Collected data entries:
★ ★ ★ ★ ★
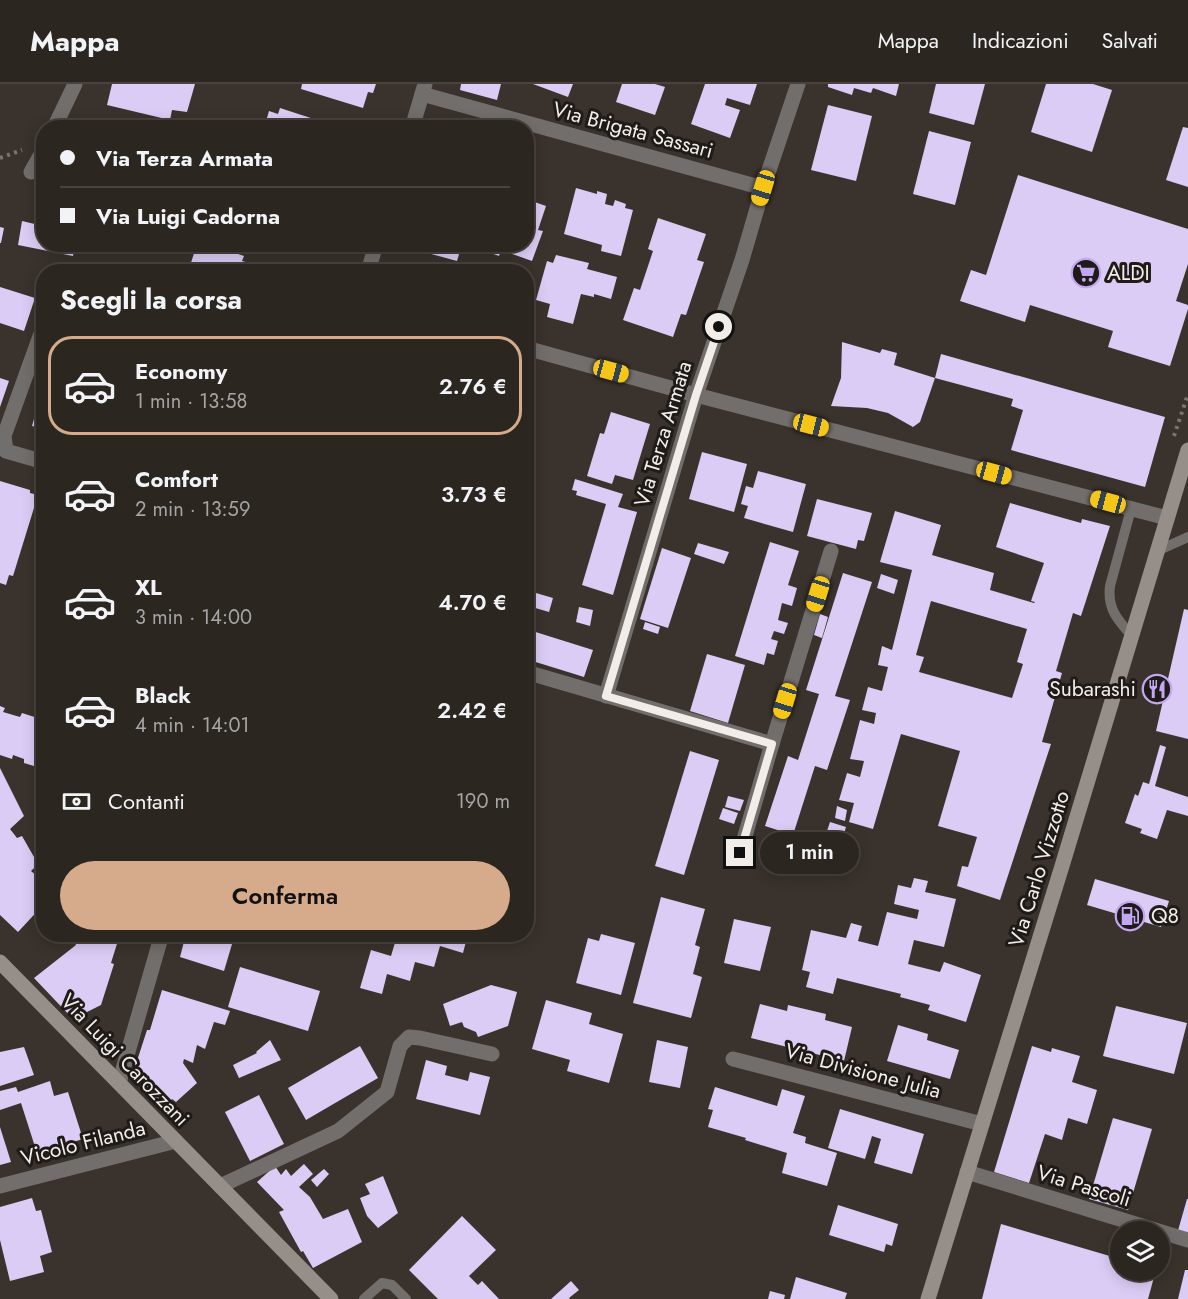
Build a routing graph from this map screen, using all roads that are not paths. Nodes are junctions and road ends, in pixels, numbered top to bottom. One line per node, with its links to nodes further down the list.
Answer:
1 (75, 84): 4 (street)
2 (798, 84): 10 (street, Via Terza Armata)
3 (423, 89): 5 (street); 6 (street, Via Brigata Sassari)
4 (58, 120)
5 (414, 120)
6 (529, 120)
7 (534, 121): 10 (street, Via Brigata Sassari)
8 (36, 163): 9 (street)
9 (31, 172)
10 (763, 188): 13 (street, Via Terza Armata)
11 (36, 347): 15 (street)
12 (534, 350): 13 (street)
13 (696, 395): 16 (street); 23 (street, Via Terza Armata)
14 (1188, 450): 17 (street, Via Carlo Vizzotto)
15 (36, 460)
16 (1131, 508): 17 (street); 21 (lane)
17 (1167, 518): 19 (street, Via Carlo Vizzotto)
18 (1188, 537): 19 (lane)
19 (1157, 550): 21 (street, Via Carlo Vizzotto)
20 (831, 551): 24 (street)
21 (1132, 636): 31 (street, Via Carlo Vizzotto)
22 (534, 674): 23 (street)
23 (606, 696): 24 (street)
24 (772, 744): 25 (street)
25 (740, 853)
26 (160, 942): 30 (street)
27 (0, 962): 30 (street, Via Luigi Carozzani)
28 (492, 1054): 35 (street)
29 (733, 1059): 31 (street, Via Divisione Julia)
30 (119, 1083): 32 (street, Via Luigi Carozzani)
31 (982, 1124): 33 (street, Via Carlo Vizzotto)
32 (176, 1141): 34 (street, Vicolo Filanda); 35 (street, Via Luigi Carozzani)
33 (967, 1172): 36 (street, Via Pascoli); 40 (street, Via Carlo Vizzotto)
34 (0, 1186)
35 (220, 1186): 37 (street, Via Luigi Carozzani)
36 (1188, 1240)
37 (331, 1299)
38 (364, 1299): 39 (lane)
39 (406, 1299)
40 (928, 1299)

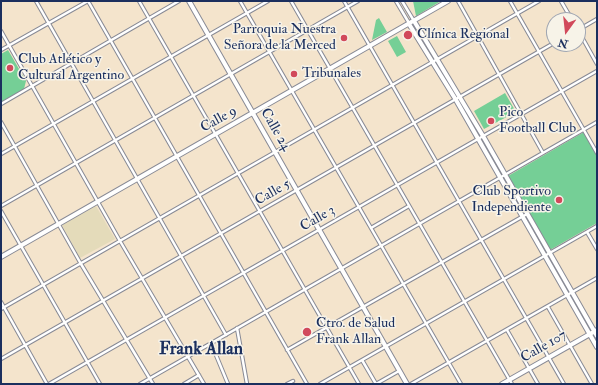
★ ★ ★ ★ ★
▶ [WHAT TO DO]
Give back each entry verbatim but drop its pictures.

▶ [EXERCISE ANSWER]
Build a routing graph from this map screen, using all roads that are not paths. Nodes are junctions and road ends, in pixels, numbered top to bottom. One line per node, with its links to nodes further down the list.
Answer:
1 (75, 84): 4 (street)
2 (798, 84): 10 (street, Via Terza Armata)
3 (423, 89): 5 (street); 6 (street, Via Brigata Sassari)
4 (58, 120)
5 (414, 120)
6 (529, 120)
7 (534, 121): 10 (street, Via Brigata Sassari)
8 (36, 163): 9 (street)
9 (31, 172)
10 (763, 188): 13 (street, Via Terza Armata)
11 (36, 347): 15 (street)
12 (534, 350): 13 (street)
13 (696, 395): 16 (street); 23 (street, Via Terza Armata)
14 (1188, 450): 17 (street, Via Carlo Vizzotto)
15 (36, 460)
16 (1131, 508): 17 (street); 21 (lane)
17 (1167, 518): 19 (street, Via Carlo Vizzotto)
18 (1188, 537): 19 (lane)
19 (1157, 550): 21 (street, Via Carlo Vizzotto)
20 (831, 551): 24 (street)
21 (1132, 636): 31 (street, Via Carlo Vizzotto)
22 (534, 674): 23 (street)
23 (606, 696): 24 (street)
24 (772, 744): 25 (street)
25 (740, 853)
26 (160, 942): 30 (street)
27 (0, 962): 30 (street, Via Luigi Carozzani)
28 (492, 1054): 35 (street)
29 (733, 1059): 31 (street, Via Divisione Julia)
30 (119, 1083): 32 (street, Via Luigi Carozzani)
31 (982, 1124): 33 (street, Via Carlo Vizzotto)
32 (176, 1141): 34 (street, Vicolo Filanda); 35 (street, Via Luigi Carozzani)
33 (967, 1172): 36 (street, Via Pascoli); 40 (street, Via Carlo Vizzotto)
34 (0, 1186)
35 (220, 1186): 37 (street, Via Luigi Carozzani)
36 (1188, 1240)
37 (331, 1299)
38 (364, 1299): 39 (lane)
39 (406, 1299)
40 (928, 1299)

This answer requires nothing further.